A high-affinity soluble folate receptor in fluids of non-neoplastic ovarian cysts: radioligand binding, molecular size, hydrophobic residue, and immunological properties.

The presence of a soluble folate receptor in fluids of non-neoplastic ovarian cysts was demonstrated. Radioligand binding exhibited characteristics typical of high-affinity folate-binding proteins. These included positive cooperativity, a tendency to increased binding affinity with decreasing receptor concentration, a slow ligand dissociation at pH 7.4 and inhibition by folate analogues. The folate receptor was probably synthesized in the lining epithelial cells of the cysts which showed positive immunostaining with antibodies against human milk folate-binding protein. The gel filtration profile of cystic fluid contained two radioligand-bound peaks, 25 and 100 kDa, whereas a single band of 70 kDa was seen on SDS-PAGE immunoblotting. Treatment with the enzyme phosphatidylinositol-specific phospholipase C resulted in a partial conversion of the 100 kDa peak to the 25 kDa peak. This suggests that insertion of a hydrophobic glycosylphosphatidylinositol tail into Triton X-100 micelles could give rise to large molecular size forms of the receptor on gel filtration.

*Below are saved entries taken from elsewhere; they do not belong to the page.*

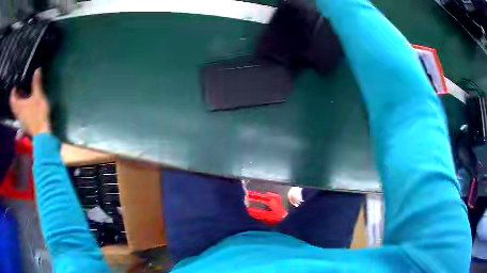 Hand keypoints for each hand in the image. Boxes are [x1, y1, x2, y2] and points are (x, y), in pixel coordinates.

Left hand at [10, 69, 50, 135]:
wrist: (41, 134)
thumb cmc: (38, 114)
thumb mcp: (38, 96)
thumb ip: (36, 83)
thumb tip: (37, 69)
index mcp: (19, 106)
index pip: (12, 99)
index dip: (12, 92)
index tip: (15, 85)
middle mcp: (18, 113)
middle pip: (13, 105)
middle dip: (14, 97)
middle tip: (18, 89)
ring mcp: (21, 120)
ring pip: (16, 110)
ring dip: (17, 103)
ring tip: (21, 96)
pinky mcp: (24, 124)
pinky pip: (19, 114)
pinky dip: (20, 109)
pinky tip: (25, 106)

The high-affinity folate receptor of normal and malignant human colonic mucosa.

The hypothesis that folate depletion is a risk factor for development of colonic neoplasia prompted us to study the presence of a putative folate receptor in human colon mucosa. Binding of 3H-folate to normal and malignant mucosa studied by equilibrium dialysis was of high-affinity type (K = 10(10) L/mol) and displayed apparent positive cooperativity. Radioligand dissociation was slow at pH 7.4, but rapid at pH 3.5. As compared to methotrexate, 5-formyltetrahydrofolate was a potent inhibitor of binding. Gel filtration revealed a 25 kDa and a 100 kDa peak of folate-binding activity. Immunoreactivity studies were performed with rabbit antibodies against human 25 kDa milk folate-binding protein. Immunoblotting showed a single band at 65 kDa, and tissue sections exhibited immunostaining of mucosal areas. The present folate receptor with characteristics similar to those of other high-affinity folate-binding proteins may serve as a regulator of intracellular folate concentration in colon mucosa.

Folate receptor of human mammary adenocarcinoma.

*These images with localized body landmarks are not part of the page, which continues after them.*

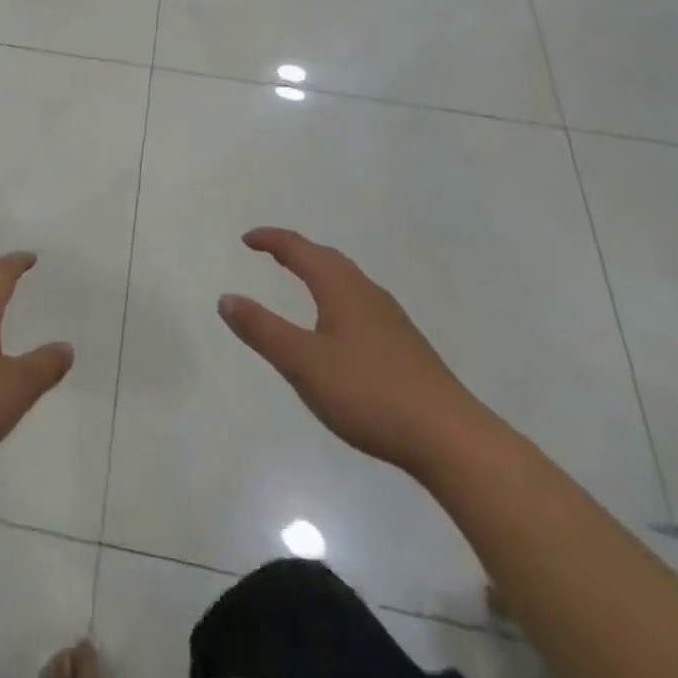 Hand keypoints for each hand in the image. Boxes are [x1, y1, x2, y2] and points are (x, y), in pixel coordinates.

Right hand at [219, 228, 485, 474]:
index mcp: (340, 288)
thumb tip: (226, 298)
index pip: (300, 250)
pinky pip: (361, 303)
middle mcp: (367, 293)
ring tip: (302, 281)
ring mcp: (391, 319)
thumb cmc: (369, 393)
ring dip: (320, 272)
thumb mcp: (303, 363)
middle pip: (327, 259)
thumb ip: (262, 330)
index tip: (247, 239)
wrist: (451, 439)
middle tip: (271, 252)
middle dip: (296, 251)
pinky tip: (340, 327)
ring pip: (348, 281)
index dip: (271, 240)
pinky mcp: (406, 346)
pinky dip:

Binding of 3H-folate to human mammary tumor homogenate was of a high-affinity type (K = 10(10) M-1) and displayed apparent positive cooperativity. Radioligand dissociation was slow at pH 7.4, but rapid at pH 3.5. As compared to methotrexate, 5-formyltetrahydrofolate acted as a strong inhibitor of radioligand binding. Gel chromatography of radioligand-labeled homogenate of tumor tissue revealed three peaks: a small > or = 110 kDa peak and two major peaks of folate-binding activity (M(r) approximately 25 kDa and M(r) approximately 100 kDa). Mammary tumor tissue showed immunostaining with rabbit antibodies against human milk folate binder. A parallel elevation in the concentrations of folate-binding protein and triglyceride in tumor tissue as compared to normal tissue adjacent to the tumor was compatible with the localization of folate-binding protein in the triglyceride-rich fraction of mammary gland homogenate.